On December 19, 2018, the Delaware Chancery Court held that a business incorporated in Delaware could not use its corporate charter or bylaws to require that its shareholders bring any securities claims under the Securities Act of 1933 (the “1933 Act”) in federal court. The 1933 Act requires that any person selling or offering securities make certain disclosures through a registration statement approved by the Securities and Exchange Commission and provides a private right of action to securities purchasers to enforce its provisions.

Earlier this year, in Cyan, Inc. v. Beaver Cty. Empls. Ret. Fund, the United States Supreme Court concluded that federal law did not bar state courts from adjudicating class actions alleging only 1933 Act claims. Importantly, it also prohibited the removal of such class actions from state to federal court. As a result of the Supreme Court’s decision in Cyan, if a securities purchaser brings a 1933 Act class action in state court, a defendant corporation will find it difficult to have those federal claims heard in federal court.

Following Cyan, several Delaware companies attempted to avoid litigating 1933 Act class actions in state court by adopting charter-based “Federal Forum Provisions.” Those charter provisions required shareholders to file any claim under the 1933 Act in federal court.

Those efforts to circumvent the consequence of Cyan, however, appear to have failed. In Matthew Sciabacucchi v. Matthew B. Salzberg et al., the Delaware Chancery Court rejected use of Federal Forum Provisions. The Court reasoned that Delaware corporations could only adopt forum-selection provisions for “internal-affairs claims.” According to the Delaware Chancery Court, “a 1933 Act claim is external to the corporation.” Therefore, because 1933 Act claims are external to Delaware corporations, charter provisions requiring a federal forum for 1933 Act class actions brought by corporation shareholders were invalid under Delaware law.
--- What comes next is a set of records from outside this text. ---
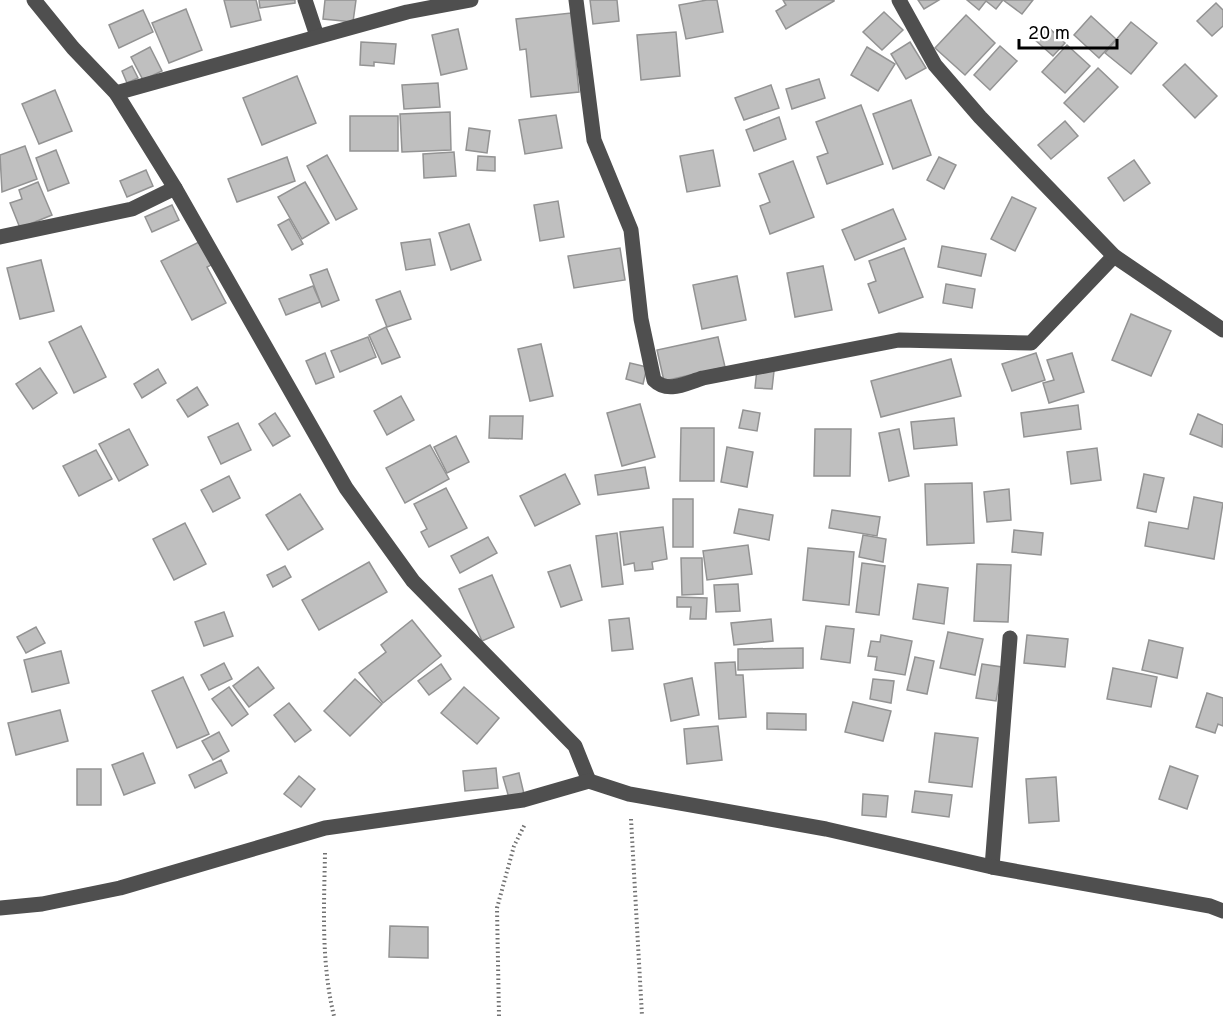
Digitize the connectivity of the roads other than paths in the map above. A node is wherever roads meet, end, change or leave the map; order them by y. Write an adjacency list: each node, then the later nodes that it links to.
1 (34, 0): 7 (street)
2 (305, 0): 6 (street)
3 (471, 0): 6 (street)
4 (576, 0): 10 (street)
5 (899, 0): 10 (street)
6 (317, 36): 7 (street)
7 (116, 93): 8 (street)
8 (175, 188): 9 (street); 13 (street)
9 (0, 237)
10 (1114, 256): 11 (street)
11 (1223, 330)
12 (1010, 638): 14 (street)
13 (589, 781): 14 (street); 15 (street)
14 (992, 867): 16 (street)
15 (0, 908)
16 (1223, 910)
An appeal of the Delaware Chancery Court’s decision to the Delaware Supreme Court is likely. Should the Delaware Chancery Court’s decision stand, there are few options left for Delaware corporations to avoid litigating 1933 Act class actions in state court, which are on the rise since the decision in Cyan. Perhaps the most viable remaining option is federal legislation correcting for Cyan. As the United States Supreme Court observed in Cyan, “[i]f further steps are needed, they are up to Congress.”